I think I would have abit more respect for you if you put your name on these blogs. Alot of what you are saying is unfortunately true in some cases. However there are some people in the field of social care who despite the consent paper pushing actually enjoy working with young people, which I have to say is something you obviously lack.To critise the system is fine but to personally attack someone, young or otherwise just because they are overweight!What is even sadder is all the people thinking how wonderful your blog is and agreeing with you despite also working in the field.I feel sorry for you that you feel you have to vent your frustrations on a blog in a different name. I assume this is for fear of losing your job? Quite frankly you don't seem to like it anyway so perhaps it would be a blessing
Steph

Anonymous said...

so who are you then steph?
i read into this that winston is a bit like me. i work with kids and enjoy it. the big problem comes when those kids misbehave, i try to punish them in some way but then i am criticised for not counselling them instead. they just need to know what the boundaries are and what happens when they go too far. just because i punish kids who misbehave and then get frustrated with people who undermine me does not mean that i am not doing the job to the best of my ability and enjoy the working with kids bit. oh, and i'm not perfect either.

Anonymous said...

@steph

I have no relation to this blog, or to the author.

On the question of anonymity that you raise- did you consider that by remaining anonymous himself, Winston Smith protects the identities of those children and young adults he works with?

Anonymous said...

I just have read this blog. I will compare what is going on here in wellfare UK to Poland ( I live in UK for almost 6 years now ).
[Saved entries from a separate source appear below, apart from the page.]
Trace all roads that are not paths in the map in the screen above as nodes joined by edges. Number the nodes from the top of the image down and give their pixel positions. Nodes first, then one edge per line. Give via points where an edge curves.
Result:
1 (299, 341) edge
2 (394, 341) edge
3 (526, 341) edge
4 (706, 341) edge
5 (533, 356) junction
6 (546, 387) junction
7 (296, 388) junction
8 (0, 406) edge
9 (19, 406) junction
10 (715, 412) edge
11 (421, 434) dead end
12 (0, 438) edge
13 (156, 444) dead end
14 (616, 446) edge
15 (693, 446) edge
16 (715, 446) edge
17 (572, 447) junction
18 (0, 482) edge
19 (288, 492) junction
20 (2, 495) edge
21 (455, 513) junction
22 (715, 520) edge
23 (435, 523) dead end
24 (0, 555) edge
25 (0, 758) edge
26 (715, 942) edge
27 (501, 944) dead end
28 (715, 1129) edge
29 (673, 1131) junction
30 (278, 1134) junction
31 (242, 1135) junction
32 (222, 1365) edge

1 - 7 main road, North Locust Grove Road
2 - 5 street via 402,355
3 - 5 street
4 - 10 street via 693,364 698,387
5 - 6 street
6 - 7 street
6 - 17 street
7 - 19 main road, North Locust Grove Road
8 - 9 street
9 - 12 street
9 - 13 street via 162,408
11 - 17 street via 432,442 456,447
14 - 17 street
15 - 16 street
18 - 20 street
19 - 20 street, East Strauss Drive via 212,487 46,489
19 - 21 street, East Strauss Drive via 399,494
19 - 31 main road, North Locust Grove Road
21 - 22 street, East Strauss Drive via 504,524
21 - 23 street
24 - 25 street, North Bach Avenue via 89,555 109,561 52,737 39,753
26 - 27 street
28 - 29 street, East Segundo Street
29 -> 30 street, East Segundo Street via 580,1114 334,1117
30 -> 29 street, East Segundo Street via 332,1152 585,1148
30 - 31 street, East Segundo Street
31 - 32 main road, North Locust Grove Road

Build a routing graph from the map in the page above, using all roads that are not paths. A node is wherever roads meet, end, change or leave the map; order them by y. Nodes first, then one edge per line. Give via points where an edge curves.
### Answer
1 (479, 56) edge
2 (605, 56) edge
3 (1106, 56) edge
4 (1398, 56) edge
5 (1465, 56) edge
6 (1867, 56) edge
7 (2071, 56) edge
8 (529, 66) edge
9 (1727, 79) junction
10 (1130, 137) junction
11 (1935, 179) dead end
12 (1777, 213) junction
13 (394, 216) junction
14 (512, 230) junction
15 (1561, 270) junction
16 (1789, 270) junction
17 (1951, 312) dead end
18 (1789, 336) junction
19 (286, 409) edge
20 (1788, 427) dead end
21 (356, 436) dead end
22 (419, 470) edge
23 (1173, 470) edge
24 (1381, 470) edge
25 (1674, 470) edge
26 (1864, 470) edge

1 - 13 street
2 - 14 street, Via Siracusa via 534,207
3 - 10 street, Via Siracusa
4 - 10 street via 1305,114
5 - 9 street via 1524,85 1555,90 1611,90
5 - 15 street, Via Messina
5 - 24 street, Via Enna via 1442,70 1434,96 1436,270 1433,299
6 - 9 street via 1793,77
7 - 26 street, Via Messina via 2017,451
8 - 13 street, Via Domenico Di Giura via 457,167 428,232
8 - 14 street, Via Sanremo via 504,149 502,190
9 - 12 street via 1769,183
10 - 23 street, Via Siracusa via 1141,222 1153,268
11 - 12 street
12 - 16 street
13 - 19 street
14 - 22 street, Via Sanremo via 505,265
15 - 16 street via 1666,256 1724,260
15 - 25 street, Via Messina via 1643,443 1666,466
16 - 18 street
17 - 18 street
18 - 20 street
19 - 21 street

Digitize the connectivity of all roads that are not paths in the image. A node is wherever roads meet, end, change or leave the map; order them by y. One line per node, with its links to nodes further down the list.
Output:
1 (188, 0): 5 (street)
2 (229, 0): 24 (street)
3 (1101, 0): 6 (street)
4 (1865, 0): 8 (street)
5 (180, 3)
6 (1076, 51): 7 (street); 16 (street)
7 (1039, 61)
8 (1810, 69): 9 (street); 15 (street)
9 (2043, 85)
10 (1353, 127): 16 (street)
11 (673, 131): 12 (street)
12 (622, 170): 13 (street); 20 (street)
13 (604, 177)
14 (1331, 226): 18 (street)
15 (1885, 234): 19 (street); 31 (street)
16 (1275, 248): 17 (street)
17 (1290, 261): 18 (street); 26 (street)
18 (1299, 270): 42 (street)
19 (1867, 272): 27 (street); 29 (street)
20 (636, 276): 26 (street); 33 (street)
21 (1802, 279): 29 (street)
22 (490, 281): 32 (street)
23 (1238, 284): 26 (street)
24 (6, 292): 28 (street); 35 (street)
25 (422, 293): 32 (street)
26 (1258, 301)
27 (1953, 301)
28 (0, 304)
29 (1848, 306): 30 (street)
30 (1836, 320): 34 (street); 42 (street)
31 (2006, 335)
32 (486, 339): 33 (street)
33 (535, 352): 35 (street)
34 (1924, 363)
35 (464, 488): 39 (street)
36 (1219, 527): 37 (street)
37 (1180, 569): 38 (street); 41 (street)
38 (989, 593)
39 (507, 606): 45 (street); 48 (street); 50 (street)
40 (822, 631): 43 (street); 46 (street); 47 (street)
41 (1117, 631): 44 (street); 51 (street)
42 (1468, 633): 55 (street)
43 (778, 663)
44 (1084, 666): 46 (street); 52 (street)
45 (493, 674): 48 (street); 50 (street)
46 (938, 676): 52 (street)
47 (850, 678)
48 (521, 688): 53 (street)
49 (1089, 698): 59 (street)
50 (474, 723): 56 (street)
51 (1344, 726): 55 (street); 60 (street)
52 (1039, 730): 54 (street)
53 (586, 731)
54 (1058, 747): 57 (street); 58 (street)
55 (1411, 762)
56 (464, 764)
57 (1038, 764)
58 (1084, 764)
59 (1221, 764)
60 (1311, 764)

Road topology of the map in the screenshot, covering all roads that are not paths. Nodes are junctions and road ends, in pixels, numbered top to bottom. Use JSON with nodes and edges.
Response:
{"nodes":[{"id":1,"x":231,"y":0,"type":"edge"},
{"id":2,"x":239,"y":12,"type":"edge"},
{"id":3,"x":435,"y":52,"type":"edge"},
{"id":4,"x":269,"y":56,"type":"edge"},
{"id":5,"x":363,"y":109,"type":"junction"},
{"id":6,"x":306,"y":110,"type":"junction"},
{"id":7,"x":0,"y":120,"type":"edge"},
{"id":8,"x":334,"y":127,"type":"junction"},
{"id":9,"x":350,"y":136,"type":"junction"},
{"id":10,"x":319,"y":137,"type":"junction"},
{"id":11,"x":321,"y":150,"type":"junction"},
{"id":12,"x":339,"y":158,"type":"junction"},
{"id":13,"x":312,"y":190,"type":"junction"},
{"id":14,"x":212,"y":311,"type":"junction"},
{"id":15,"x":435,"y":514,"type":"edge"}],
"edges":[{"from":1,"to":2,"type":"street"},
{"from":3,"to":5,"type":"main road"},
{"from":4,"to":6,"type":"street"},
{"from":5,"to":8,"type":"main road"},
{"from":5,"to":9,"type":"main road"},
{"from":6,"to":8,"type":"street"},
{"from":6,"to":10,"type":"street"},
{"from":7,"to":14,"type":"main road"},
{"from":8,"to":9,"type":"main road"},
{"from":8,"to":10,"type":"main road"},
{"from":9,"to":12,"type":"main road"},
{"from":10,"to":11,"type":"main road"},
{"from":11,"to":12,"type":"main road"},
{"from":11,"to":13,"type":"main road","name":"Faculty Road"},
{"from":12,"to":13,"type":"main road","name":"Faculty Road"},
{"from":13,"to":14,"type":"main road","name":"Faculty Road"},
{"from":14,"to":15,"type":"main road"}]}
1. Benefits like in UK does not exist in Poland. The more children the less money.

2. No council houses , flats e.t.c. It is a joke what you get for just having children.

3. No houses like this the blog author works.

4. There is no money for youths for doing nothing. All these benefits like 200 quid/week is criminal.

5. In schools if you don't want to learn you have to repeat year, moved to special school.

In my opinion there's something very strange with this social system. I can't see any chance of improvment in the future. These uncapable to be adults know system, and will live on it as long as they can. NOTHING is gonna change their mind. Even election will not help, no one dares to touch it !

Anonymous said...

I dearly hope that you will be one of the first to go when the austerity cuts come. If you win the prize and lose your anonymity, well that would make for some interesting times as well. Good luck,

rielouise said...

I find Winston's blog compelling and sometimes addictive I get a little concerned about the way he writes about his heavier clients mainly because people mocking me because of my weight as a teenager catapulted me into anorexia.

WinstonSmith33 said...

Hi Louise,

I was once a fairly rotund teenager myself. My friends took to calling me Agustus Gloop (the fat kid from Willie Wonka who got sucked up the pipe). It actually helped me lose weight but made me very paranoid thereafter about eating too much so for me name calling helpedbut I can see how it wouldnt for most people and is something I would never do directly to a young person. I would find a more tactful way. However, on the privacy of this blog I will use terms I wouldn'tuse directly so as to save peoples feelings and to avoid getting assualted and sacked as well.

Will said...

@Anonymous
"If you win the prize and lose your anonymity, well that would make for some interesting times as well"

OH THE IRONY.

To join the crowd of people, I think that you talk a lot of common sense Winston.